The Good Lost Generation of Exodus - Part 4
The generation of Israelites that exited Egypt were lost in the wilderness, falling to the judgment of God for their own unfaithfulness. However, not everything they did was bad. In previous articles, we observed their faith at the crossing of the Red Sea and their admirable fear of God at Mount Sinai. The next, and last, positive moment for this generation comes a short time after the previous ones.
In Exodus 36 we find the Israelites still camped at Mount Sinai. Moses has been given more than just the Ten Commandments. He has also received instructions on how to build the tabernacle so that he and all of Israel would have access to God once they left the holy mountain. The instructions were detailed and while the tabernacle was just a tent, the plans were nonetheless ambitious. It involved a linen fence that spanned 150 feet by 75 feet and was 7 ½ feet tall (assuming a cubit is 1.5 feet). The tabernacle itself would have multiple layers of covering (Ex. 26:1-14). One layer would be blue and purple fine linen, another would be of goat’s hair, then another of ram’s skin and finally another of porpoise skins (or some translations say seals skin, but it is uncertain exactly what this layer was made of). That’s a lot of precious materials. Then of course, pretty much everything is covered in gold. The point is, the tabernacle required a lot of materials. Costly materials.
Where would Moses get everything needed? The people of Israel answered the call with “free-will offerings every morning” (Ex. 36:3). Remember, this is a nation of slaves. They likely did not know much about wealth until the beaten-down Egyptians showered them with parting gifts (Ex. 12:35-36). So, this wealth was new to the Israelites. Additionally, these Israelites had left their homes in Egypt and had no jobs or land out in the wilderness. They weren’t making additional wealth. All they had, was what they had. But still, these Israelites voluntarily gave gold and silver and whatever else was needed to assist in the building of the tabernacle. “So Moses issued a command, and a proclamation was circulated through the camp, saying, ‘Let no man or woman any longer perform work for the contributions of the sanctuary.’ Thus the people were restrained from bringing any more” (Ex. 36:6).

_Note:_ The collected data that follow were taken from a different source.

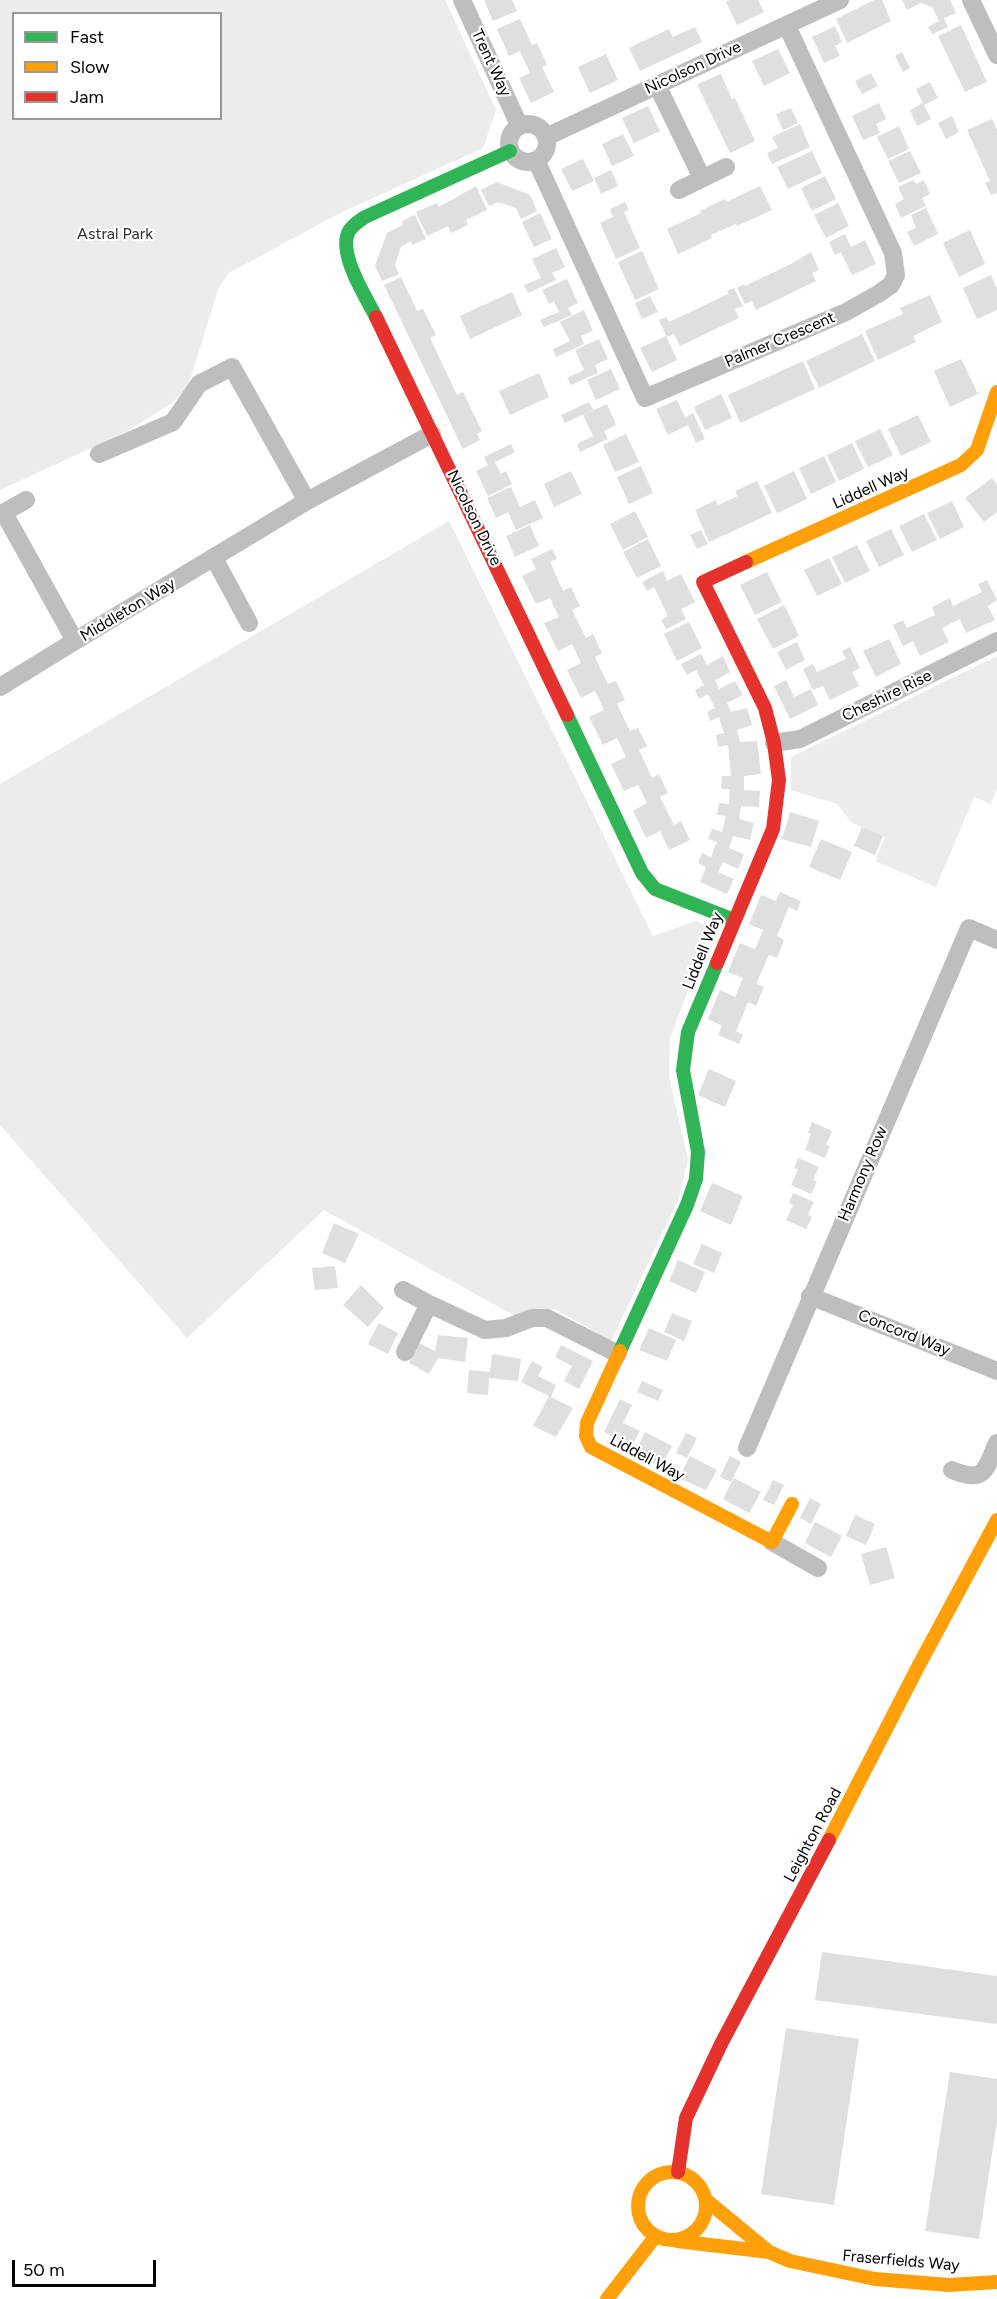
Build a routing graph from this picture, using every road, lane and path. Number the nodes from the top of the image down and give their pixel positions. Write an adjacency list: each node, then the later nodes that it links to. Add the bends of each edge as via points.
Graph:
1 (462, 0): 7 (street, Trent Way)
2 (840, 0): 4 (street, Nicolson Drive)
3 (970, 0): 5 (street)
4 (787, 26): 6 (street, Nicolson Drive); 10 (street, Palmer Crescent, via 896,265 891,285 846,312 645,398)
5 (997, 55)
6 (657, 85): 8 (street, Nicolson Drive); 12 (street)
7 (519, 125): 8 (street, via 535,125); 9 (street, via 510,134)
8 (546, 137): 10 (street, via 546,148)
9 (510, 151): 10 (street, via 518,160); 15 (street, Nicolson Drive, via 365,217 351,226 345,240 352,269)
10 (536, 160)
11 (726, 168): 12 (street)
12 (702, 178): 13 (street)
13 (679, 190)
14 (997, 392): 25 (street, Liddell Way, via 977,450 961,465 703,582 765,708)
15 (432, 434): 18 (street, Middleton Way); 26 (street, Nicolson Drive, via 642,873 655,889)
16 (99, 454): 18 (street, via 173,422 199,384 232,367)
17 (26, 500): 19 (street)
18 (307, 501): 20 (street, Middleton Way)
19 (2, 514): 22 (street, Middleton Way)
20 (214, 558): 21 (street); 22 (street, Middleton Way)
21 (249, 623)
22 (75, 641): 24 (street)
23 (997, 642): 25 (street, Cheshire Rise, via 800,739)
24 (0, 687)
25 (774, 743): 26 (street, Liddell Way, via 779,780 773,829)
26 (734, 920): 32 (street, Liddell Way, via 688,1032 683,1070 698,1152 696,1179)
27 (997, 940): 29 (street, Harmony Row, via 969,928)
28 (403, 1290): 30 (street)
29 (810, 1296): 33 (street, Concord Way); 35 (street, Harmony Row)
30 (429, 1304): 31 (street); 32 (street, via 485,1330 547,1318)
31 (405, 1352)
32 (618, 1354): 39 (street, Liddell Way, via 587,1423 586,1436 591,1447)
33 (997, 1371)
34 (997, 1443): 36 (street, via 985,1471 978,1476 968,1477)
35 (747, 1448)
36 (952, 1470)
37 (792, 1504): 39 (street)
38 (997, 1520): 41 (street, Leighton Road, via 721,2044 686,2118)
39 (772, 1542): 40 (street)
40 (818, 1568)
41 (678, 2172): 42 (street, via 696,2182); 43 (street, via 656,2175 641,2190 637,2211 646,2230)
42 (705, 2200): 44 (street, via 706,2210 697,2230); 45 (street, Fraserfields Way)
43 (655, 2236): 44 (street); 47 (street)
44 (677, 2241): 45 (street, Fraserfields Way)
45 (769, 2252): 46 (street, Fraserfields Way, via 790,2261 875,2279 949,2285)
46 (997, 2282)
47 (607, 2299)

Imagine that. It didn’t take a command to get them to give. Instead, it took a command to get them to stop. That’s saying something about those Israelites and their attitude toward God and worship.
After sending the instructions on the weekly collection for the Christians at Corinth (I Cor. 16:1-4), Paul had to follow up that letter, exhorting the Christian to give liberally, as they had promised to do (II Cor. 8:7; 9:3-4). Wouldn’t it have been something if Paul had instead wrote II Corinthians telling them to stop because they had given too much? Wouldn’t that say something about them? It may have only been temporary, but these Israelites had set a positive example for the ages. They showed what it was to be a cheerful giver.
In the New Testament times, we do not give for the purpose of building a tabernacle. But we do give so that we have a place to worship God. We do give to adorn the spiritual temple (the church which is the saints and not to be confused with a building), with whatever might be needed (I Cor. 16:1). We give to help the word of salvation be spread to all men and all corners of the earth (Phil. 4:15-18). Wouldn’t it be something if preachers and elders never had to urge us to give liberally, but had to ask us to stop because there was more than enough for the work?
As this series comes to an end, I can’t help but stop and ponder the end of the generation of the Exodus. They showed such faith, such fear, and such liberal giving. It is a shame that they did not have spiritual endurance so as to finish the journey that they were on. We too, though there is plenty that could be said to our praise, must not quit. We must be like Paul, who had truly done amazing things for the Lord, but would also say, “I discipline my body and make it my slave, so that, after I have preached to others, I myself will not be disqualified” (I Cor. 9:27).
The good lost generation of Exodus serve as our example and as an unfortunate warning for all time.